__Activity__.
Repeat each record below exactly as it is written.

__Data supplied__.
___
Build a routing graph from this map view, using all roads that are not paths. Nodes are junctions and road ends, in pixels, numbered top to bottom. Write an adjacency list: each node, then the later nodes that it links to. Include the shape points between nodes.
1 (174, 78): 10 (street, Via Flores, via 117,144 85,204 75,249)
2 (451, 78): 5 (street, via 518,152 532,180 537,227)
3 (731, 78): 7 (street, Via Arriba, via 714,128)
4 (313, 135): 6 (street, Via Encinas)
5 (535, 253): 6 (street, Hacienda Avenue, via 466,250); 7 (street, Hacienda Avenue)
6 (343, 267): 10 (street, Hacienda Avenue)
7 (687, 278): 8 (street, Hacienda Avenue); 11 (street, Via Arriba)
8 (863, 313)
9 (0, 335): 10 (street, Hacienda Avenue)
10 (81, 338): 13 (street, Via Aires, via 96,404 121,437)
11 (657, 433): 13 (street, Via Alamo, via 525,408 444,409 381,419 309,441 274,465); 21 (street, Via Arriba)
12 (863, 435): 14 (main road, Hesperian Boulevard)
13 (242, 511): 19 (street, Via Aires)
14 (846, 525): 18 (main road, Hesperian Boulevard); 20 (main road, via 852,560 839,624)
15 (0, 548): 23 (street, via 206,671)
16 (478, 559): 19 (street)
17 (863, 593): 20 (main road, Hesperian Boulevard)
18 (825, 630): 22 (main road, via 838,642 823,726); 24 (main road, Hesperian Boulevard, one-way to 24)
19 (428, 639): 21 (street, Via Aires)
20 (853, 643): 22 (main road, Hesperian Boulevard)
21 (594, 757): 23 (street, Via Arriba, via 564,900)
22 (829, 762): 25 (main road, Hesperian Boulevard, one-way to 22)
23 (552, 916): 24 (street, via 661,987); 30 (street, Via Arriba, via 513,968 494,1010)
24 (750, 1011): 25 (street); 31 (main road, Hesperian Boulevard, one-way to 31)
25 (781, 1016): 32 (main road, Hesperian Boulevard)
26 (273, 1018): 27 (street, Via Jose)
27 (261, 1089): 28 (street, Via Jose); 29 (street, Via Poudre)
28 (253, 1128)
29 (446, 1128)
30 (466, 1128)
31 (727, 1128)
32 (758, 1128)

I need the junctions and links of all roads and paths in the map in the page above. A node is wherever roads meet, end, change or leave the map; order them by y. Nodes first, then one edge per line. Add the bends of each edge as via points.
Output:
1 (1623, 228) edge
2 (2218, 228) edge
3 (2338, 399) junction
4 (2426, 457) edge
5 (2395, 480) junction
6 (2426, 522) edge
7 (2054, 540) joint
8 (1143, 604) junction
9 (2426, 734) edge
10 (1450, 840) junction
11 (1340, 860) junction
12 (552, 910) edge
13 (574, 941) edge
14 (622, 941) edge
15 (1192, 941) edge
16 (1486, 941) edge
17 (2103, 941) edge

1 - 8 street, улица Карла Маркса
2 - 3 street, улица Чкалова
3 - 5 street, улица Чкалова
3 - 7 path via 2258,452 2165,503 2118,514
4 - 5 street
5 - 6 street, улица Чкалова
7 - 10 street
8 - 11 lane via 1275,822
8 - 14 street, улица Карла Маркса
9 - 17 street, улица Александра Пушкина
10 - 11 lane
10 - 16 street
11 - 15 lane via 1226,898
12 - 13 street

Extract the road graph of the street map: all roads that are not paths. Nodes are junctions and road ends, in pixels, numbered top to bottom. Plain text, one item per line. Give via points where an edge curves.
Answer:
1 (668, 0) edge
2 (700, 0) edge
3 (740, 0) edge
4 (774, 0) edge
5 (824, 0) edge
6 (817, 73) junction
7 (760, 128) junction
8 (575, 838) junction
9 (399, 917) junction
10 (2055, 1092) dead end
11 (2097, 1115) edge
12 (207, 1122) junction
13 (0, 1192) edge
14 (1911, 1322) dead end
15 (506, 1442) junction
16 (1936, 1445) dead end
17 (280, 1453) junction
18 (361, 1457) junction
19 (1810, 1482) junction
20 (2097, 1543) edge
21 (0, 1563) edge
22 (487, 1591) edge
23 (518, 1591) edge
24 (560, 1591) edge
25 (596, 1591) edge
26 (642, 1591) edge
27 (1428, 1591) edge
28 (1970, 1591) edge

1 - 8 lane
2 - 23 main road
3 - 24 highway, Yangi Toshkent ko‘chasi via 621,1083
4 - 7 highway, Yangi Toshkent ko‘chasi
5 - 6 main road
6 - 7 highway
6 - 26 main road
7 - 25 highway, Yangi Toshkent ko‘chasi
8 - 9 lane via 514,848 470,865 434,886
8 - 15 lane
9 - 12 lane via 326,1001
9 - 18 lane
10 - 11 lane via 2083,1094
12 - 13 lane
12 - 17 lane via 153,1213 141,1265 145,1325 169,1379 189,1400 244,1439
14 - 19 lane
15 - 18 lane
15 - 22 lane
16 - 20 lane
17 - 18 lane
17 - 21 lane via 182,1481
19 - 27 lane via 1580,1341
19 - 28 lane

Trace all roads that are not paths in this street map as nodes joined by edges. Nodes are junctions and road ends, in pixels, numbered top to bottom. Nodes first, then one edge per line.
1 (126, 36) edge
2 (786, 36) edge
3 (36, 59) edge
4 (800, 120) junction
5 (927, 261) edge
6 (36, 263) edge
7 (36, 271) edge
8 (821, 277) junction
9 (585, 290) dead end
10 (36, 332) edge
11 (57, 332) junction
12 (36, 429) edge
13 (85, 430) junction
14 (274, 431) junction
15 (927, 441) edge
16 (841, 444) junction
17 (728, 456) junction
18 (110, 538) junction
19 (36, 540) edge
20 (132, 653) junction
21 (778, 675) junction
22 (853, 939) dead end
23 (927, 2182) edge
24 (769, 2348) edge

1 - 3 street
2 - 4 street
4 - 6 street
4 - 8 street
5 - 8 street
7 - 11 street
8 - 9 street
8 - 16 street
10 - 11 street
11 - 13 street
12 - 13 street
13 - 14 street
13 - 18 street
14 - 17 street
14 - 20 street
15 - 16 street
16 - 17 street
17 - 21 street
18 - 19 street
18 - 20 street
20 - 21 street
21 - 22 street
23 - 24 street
___
__Result of the exercise__.
Build a routing graph from this map view, using all roads that are not paths. Nodes are junctions and road ends, in pixels, numbered top to bottom. Write an adjacency list: each node, then the later nodes that it links to. Include the shape points between nodes.
1 (174, 78): 10 (street, Via Flores, via 117,144 85,204 75,249)
2 (451, 78): 5 (street, via 518,152 532,180 537,227)
3 (731, 78): 7 (street, Via Arriba, via 714,128)
4 (313, 135): 6 (street, Via Encinas)
5 (535, 253): 6 (street, Hacienda Avenue, via 466,250); 7 (street, Hacienda Avenue)
6 (343, 267): 10 (street, Hacienda Avenue)
7 (687, 278): 8 (street, Hacienda Avenue); 11 (street, Via Arriba)
8 (863, 313)
9 (0, 335): 10 (street, Hacienda Avenue)
10 (81, 338): 13 (street, Via Aires, via 96,404 121,437)
11 (657, 433): 13 (street, Via Alamo, via 525,408 444,409 381,419 309,441 274,465); 21 (street, Via Arriba)
12 (863, 435): 14 (main road, Hesperian Boulevard)
13 (242, 511): 19 (street, Via Aires)
14 (846, 525): 18 (main road, Hesperian Boulevard); 20 (main road, via 852,560 839,624)
15 (0, 548): 23 (street, via 206,671)
16 (478, 559): 19 (street)
17 (863, 593): 20 (main road, Hesperian Boulevard)
18 (825, 630): 22 (main road, via 838,642 823,726); 24 (main road, Hesperian Boulevard, one-way to 24)
19 (428, 639): 21 (street, Via Aires)
20 (853, 643): 22 (main road, Hesperian Boulevard)
21 (594, 757): 23 (street, Via Arriba, via 564,900)
22 (829, 762): 25 (main road, Hesperian Boulevard, one-way to 22)
23 (552, 916): 24 (street, via 661,987); 30 (street, Via Arriba, via 513,968 494,1010)
24 (750, 1011): 25 (street); 31 (main road, Hesperian Boulevard, one-way to 31)
25 (781, 1016): 32 (main road, Hesperian Boulevard)
26 (273, 1018): 27 (street, Via Jose)
27 (261, 1089): 28 (street, Via Jose); 29 (street, Via Poudre)
28 (253, 1128)
29 (446, 1128)
30 (466, 1128)
31 (727, 1128)
32 (758, 1128)

I need the junctions and links of all roads and paths in the map in the page above. A node is wherever roads meet, end, change or leave the map; order them by y. Nodes first, then one edge per line. Add the bends of each edge as via points.
Output:
1 (1623, 228) edge
2 (2218, 228) edge
3 (2338, 399) junction
4 (2426, 457) edge
5 (2395, 480) junction
6 (2426, 522) edge
7 (2054, 540) joint
8 (1143, 604) junction
9 (2426, 734) edge
10 (1450, 840) junction
11 (1340, 860) junction
12 (552, 910) edge
13 (574, 941) edge
14 (622, 941) edge
15 (1192, 941) edge
16 (1486, 941) edge
17 (2103, 941) edge

1 - 8 street, улица Карла Маркса
2 - 3 street, улица Чкалова
3 - 5 street, улица Чкалова
3 - 7 path via 2258,452 2165,503 2118,514
4 - 5 street
5 - 6 street, улица Чкалова
7 - 10 street
8 - 11 lane via 1275,822
8 - 14 street, улица Карла Маркса
9 - 17 street, улица Александра Пушкина
10 - 11 lane
10 - 16 street
11 - 15 lane via 1226,898
12 - 13 street

Extract the road graph of the street map: all roads that are not paths. Nodes are junctions and road ends, in pixels, numbered top to bottom. Plain text, one item per line. Give via points where an edge curves.
Answer:
1 (668, 0) edge
2 (700, 0) edge
3 (740, 0) edge
4 (774, 0) edge
5 (824, 0) edge
6 (817, 73) junction
7 (760, 128) junction
8 (575, 838) junction
9 (399, 917) junction
10 (2055, 1092) dead end
11 (2097, 1115) edge
12 (207, 1122) junction
13 (0, 1192) edge
14 (1911, 1322) dead end
15 (506, 1442) junction
16 (1936, 1445) dead end
17 (280, 1453) junction
18 (361, 1457) junction
19 (1810, 1482) junction
20 (2097, 1543) edge
21 (0, 1563) edge
22 (487, 1591) edge
23 (518, 1591) edge
24 (560, 1591) edge
25 (596, 1591) edge
26 (642, 1591) edge
27 (1428, 1591) edge
28 (1970, 1591) edge

1 - 8 lane
2 - 23 main road
3 - 24 highway, Yangi Toshkent ko‘chasi via 621,1083
4 - 7 highway, Yangi Toshkent ko‘chasi
5 - 6 main road
6 - 7 highway
6 - 26 main road
7 - 25 highway, Yangi Toshkent ko‘chasi
8 - 9 lane via 514,848 470,865 434,886
8 - 15 lane
9 - 12 lane via 326,1001
9 - 18 lane
10 - 11 lane via 2083,1094
12 - 13 lane
12 - 17 lane via 153,1213 141,1265 145,1325 169,1379 189,1400 244,1439
14 - 19 lane
15 - 18 lane
15 - 22 lane
16 - 20 lane
17 - 18 lane
17 - 21 lane via 182,1481
19 - 27 lane via 1580,1341
19 - 28 lane

Trace all roads that are not paths in this street map as nodes joined by edges. Nodes are junctions and road ends, in pixels, numbered top to bottom. Nodes first, then one edge per line.
1 (126, 36) edge
2 (786, 36) edge
3 (36, 59) edge
4 (800, 120) junction
5 (927, 261) edge
6 (36, 263) edge
7 (36, 271) edge
8 (821, 277) junction
9 (585, 290) dead end
10 (36, 332) edge
11 (57, 332) junction
12 (36, 429) edge
13 (85, 430) junction
14 (274, 431) junction
15 (927, 441) edge
16 (841, 444) junction
17 (728, 456) junction
18 (110, 538) junction
19 (36, 540) edge
20 (132, 653) junction
21 (778, 675) junction
22 (853, 939) dead end
23 (927, 2182) edge
24 (769, 2348) edge

1 - 3 street
2 - 4 street
4 - 6 street
4 - 8 street
5 - 8 street
7 - 11 street
8 - 9 street
8 - 16 street
10 - 11 street
11 - 13 street
12 - 13 street
13 - 14 street
13 - 18 street
14 - 17 street
14 - 20 street
15 - 16 street
16 - 17 street
17 - 21 street
18 - 19 street
18 - 20 street
20 - 21 street
21 - 22 street
23 - 24 street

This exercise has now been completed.